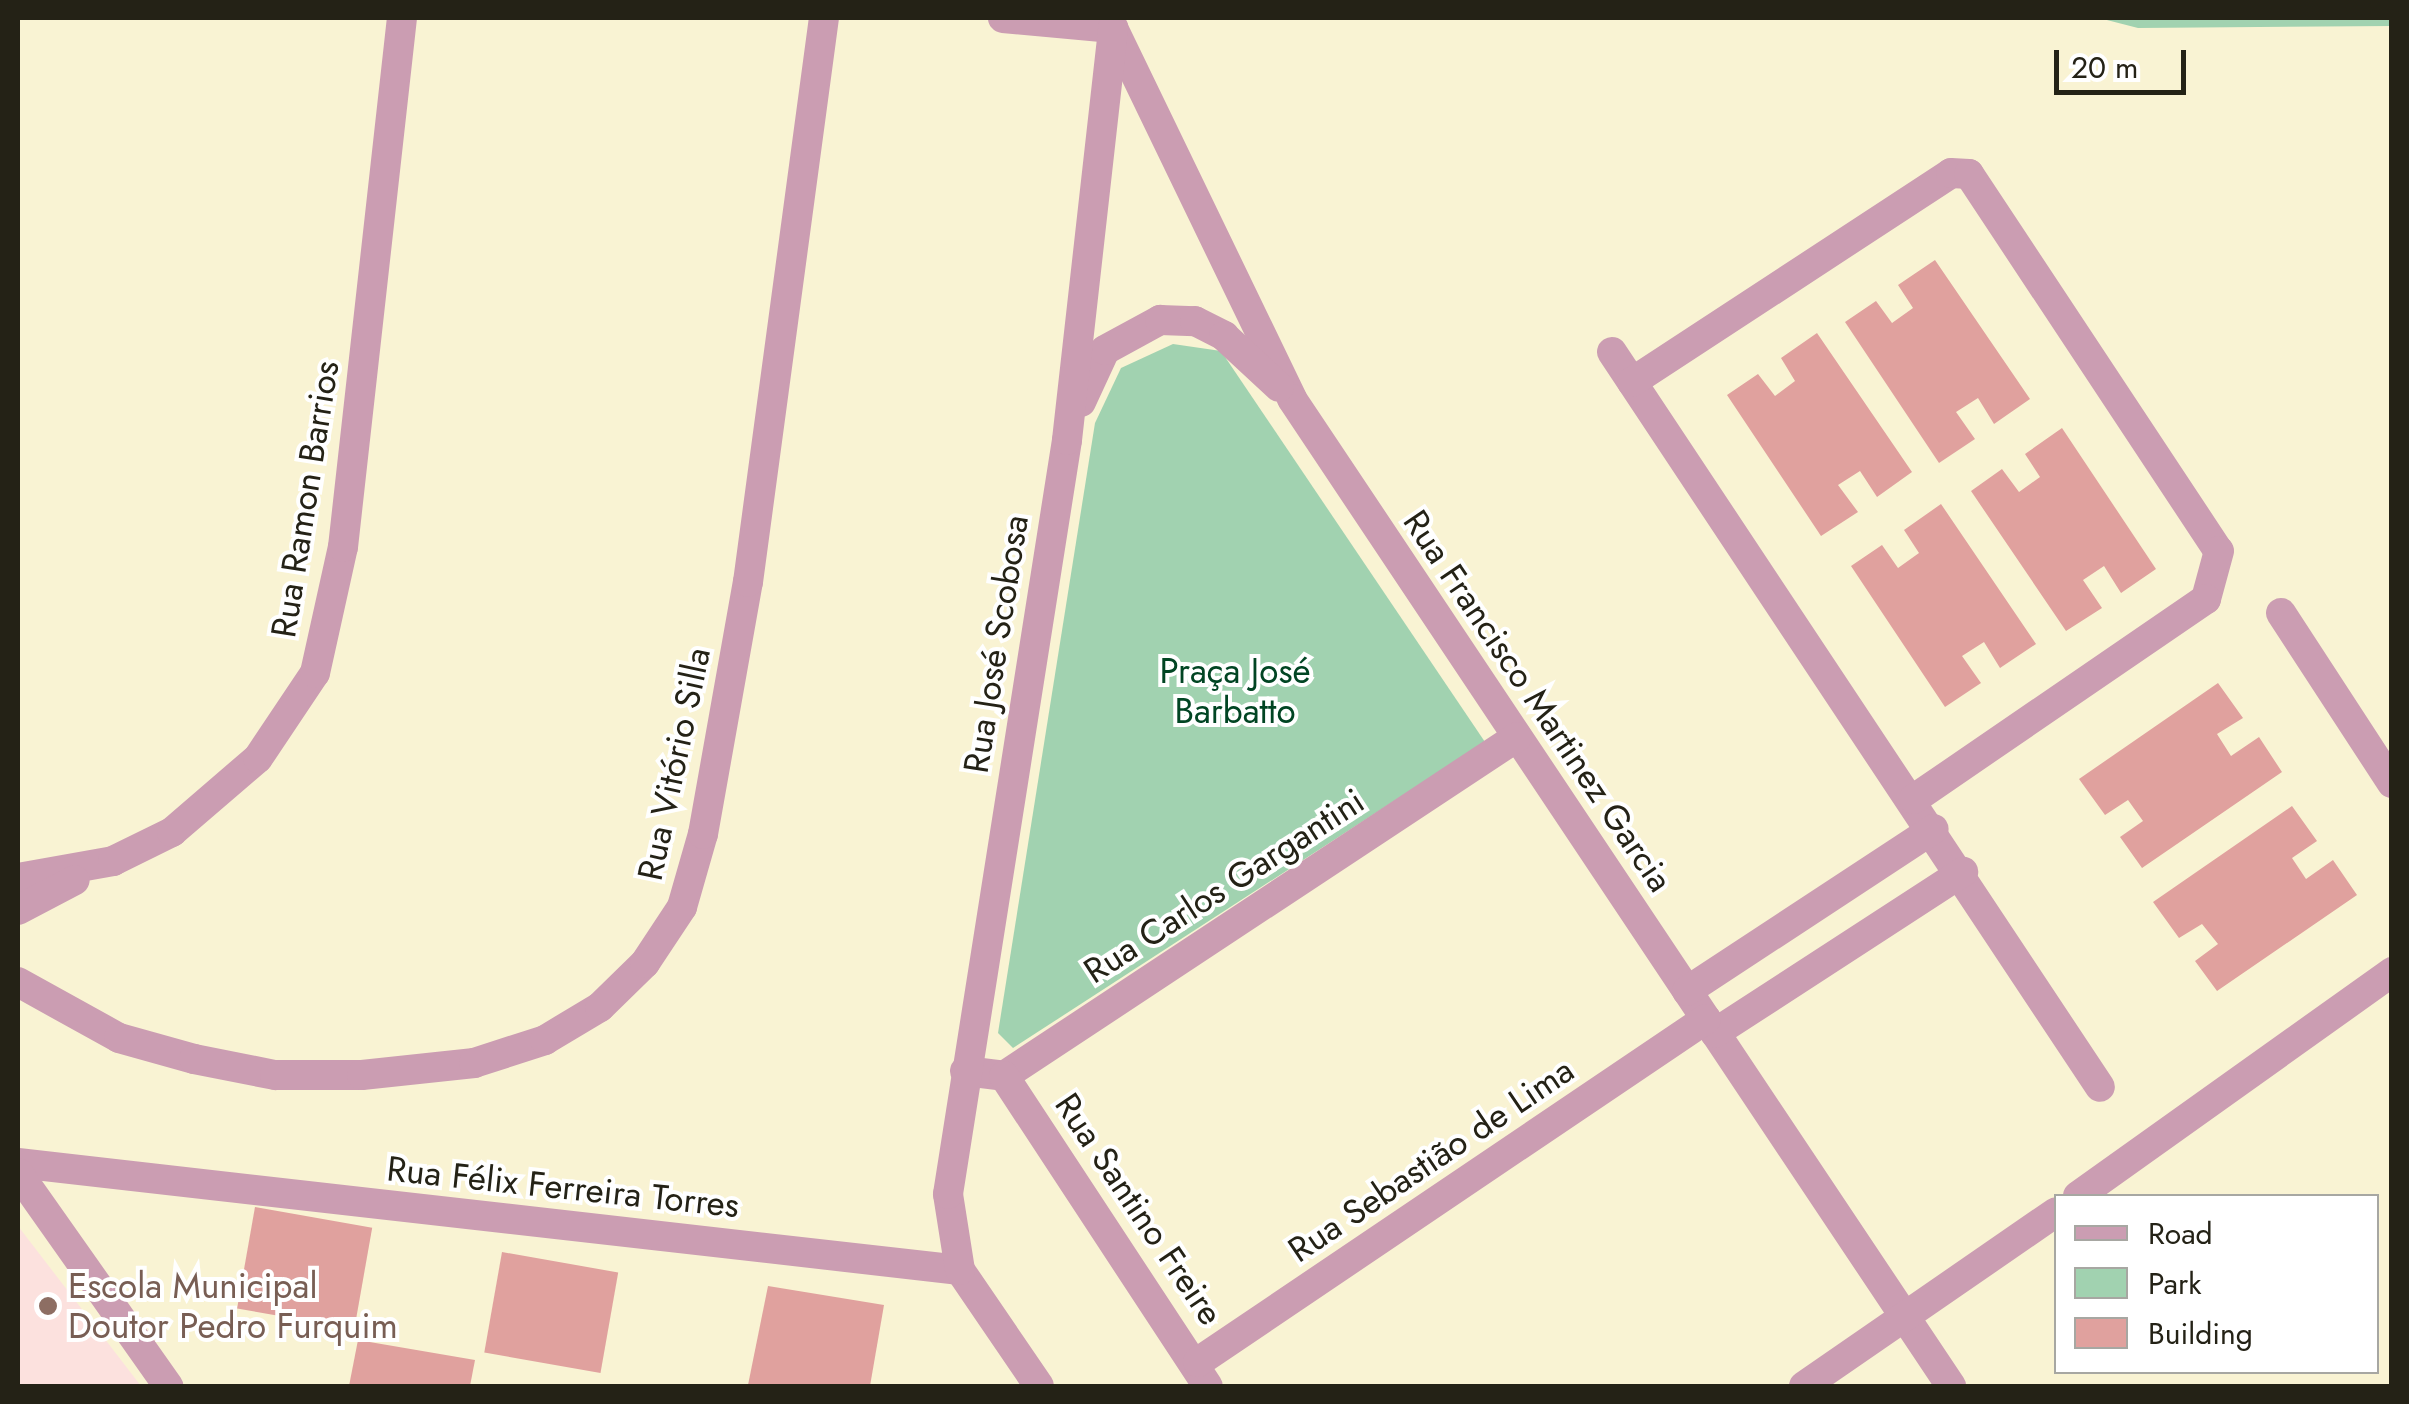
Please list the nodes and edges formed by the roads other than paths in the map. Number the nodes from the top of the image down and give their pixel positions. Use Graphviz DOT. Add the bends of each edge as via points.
graph roads {
  1 [pos="402,18"];
  2 [pos="824,18"];
  3 [pos="1003,18"];
  4 [pos="1112,28"];
  5 [pos="1612,352"];
  6 [pos="1632,382"];
  7 [pos="1292,399"];
  8 [pos="1067,440"];
  9 [pos="2281,613"];
  10 [pos="1518,736"];
  11 [pos="2392,783"];
  12 [pos="1914,799"];
  13 [pos="1934,828"];
  14 [pos="113,862"];
  15 [pos="1963,872"];
  16 [pos="18,878"];
  17 [pos="18,910"];
  18 [pos="2392,972"];
  19 [pos="18,982"];
  20 [pos="1687,992"];
  21 [pos="1710,1026"];
  22 [pos="965,1071"];
  23 [pos="1004,1076"];
  24 [pos="2100,1087"];
  25 [pos="18,1163"];
  26 [pos="18,1173"];
  27 [pos="2081,1194"];
  28 [pos="2054,1213"];
  29 [pos="960,1270"];
  30 [pos="1906,1319"];
  31 [pos="1203,1374"];
  32 [pos="1024,1381"];
  33 [pos="168,1386"];
  34 [pos="1804,1386"];
  35 [pos="1951,1386"];
  1 -- 14 [label="street, Rua Ramon Barrios" via="343,547 315,673 290,720 219,796"];
  2 -- 19 [label="street, Rua Vitório Silla" via="748,582 703,834 682,908 645,963 600,1008 544,1040 474,1063 362,1075 275,1075 120,1038"];
  3 -- 4 [label="street"];
  4 -- 7 [label="street, Rua Francisco Martinez Garcia"];
  4 -- 8 [label="street, Rua José Scobosa"];
  5 -- 6 [label="street"];
  6 -- 12 [label="street"];
  6 -- 12 [label="street" via="1951,173 1969,174 2219,551 2206,599"];
  7 -- 8 [label="street" via="1224,336 1160,320 1105,350"];
  7 -- 10 [label="street, Rua Francisco Martinez Garcia"];
  8 -- 22 [label="street, Rua José Scobosa"];
  9 -- 11 [label="street"];
  10 -- 20 [label="street, Rua Francisco Martinez Garcia"];
  10 -- 23 [label="street, Rua Carlos Gargantini"];
  12 -- 13 [label="street"];
  13 -- 15 [label="street"];
  13 -- 20 [label="street"];
  14 -- 16 [label="street, Rua Ramon Barrios"];
  14 -- 17 [label="street"];
  15 -- 21 [label="street, Rua Sebastião de Lima"];
  15 -- 24 [label="street"];
  18 -- 27 [label="street"];
  20 -- 21 [label="street, Rua Francisco Martinez Garcia"];
  21 -- 30 [label="street, Rua Francisco Martinez Garcia"];
  21 -- 31 [label="street, Rua Sebastião de Lima"];
  22 -- 23 [label="street"];
  22 -- 29 [label="street, Rua José Scobosa" via="948,1194"];
  23 -- 31 [label="street, Rua Santino Freire"];
  25 -- 29 [label="street, Rua Félix Ferreira Torres"];
  26 -- 33 [label="street"];
  28 -- 30 [label="street"];
  29 -- 32 [label="street"];
  30 -- 34 [label="street"];
  30 -- 35 [label="street, Rua Francisco Martinez Garcia"];
}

## REQUIRED ACTION
All lines from the listing above that include "Lima" should be shown.

## OUTPUT OF THE EXERCISE
  15 -- 21 [label="street, Rua Sebastião de Lima"];
  21 -- 31 [label="street, Rua Sebastião de Lima"];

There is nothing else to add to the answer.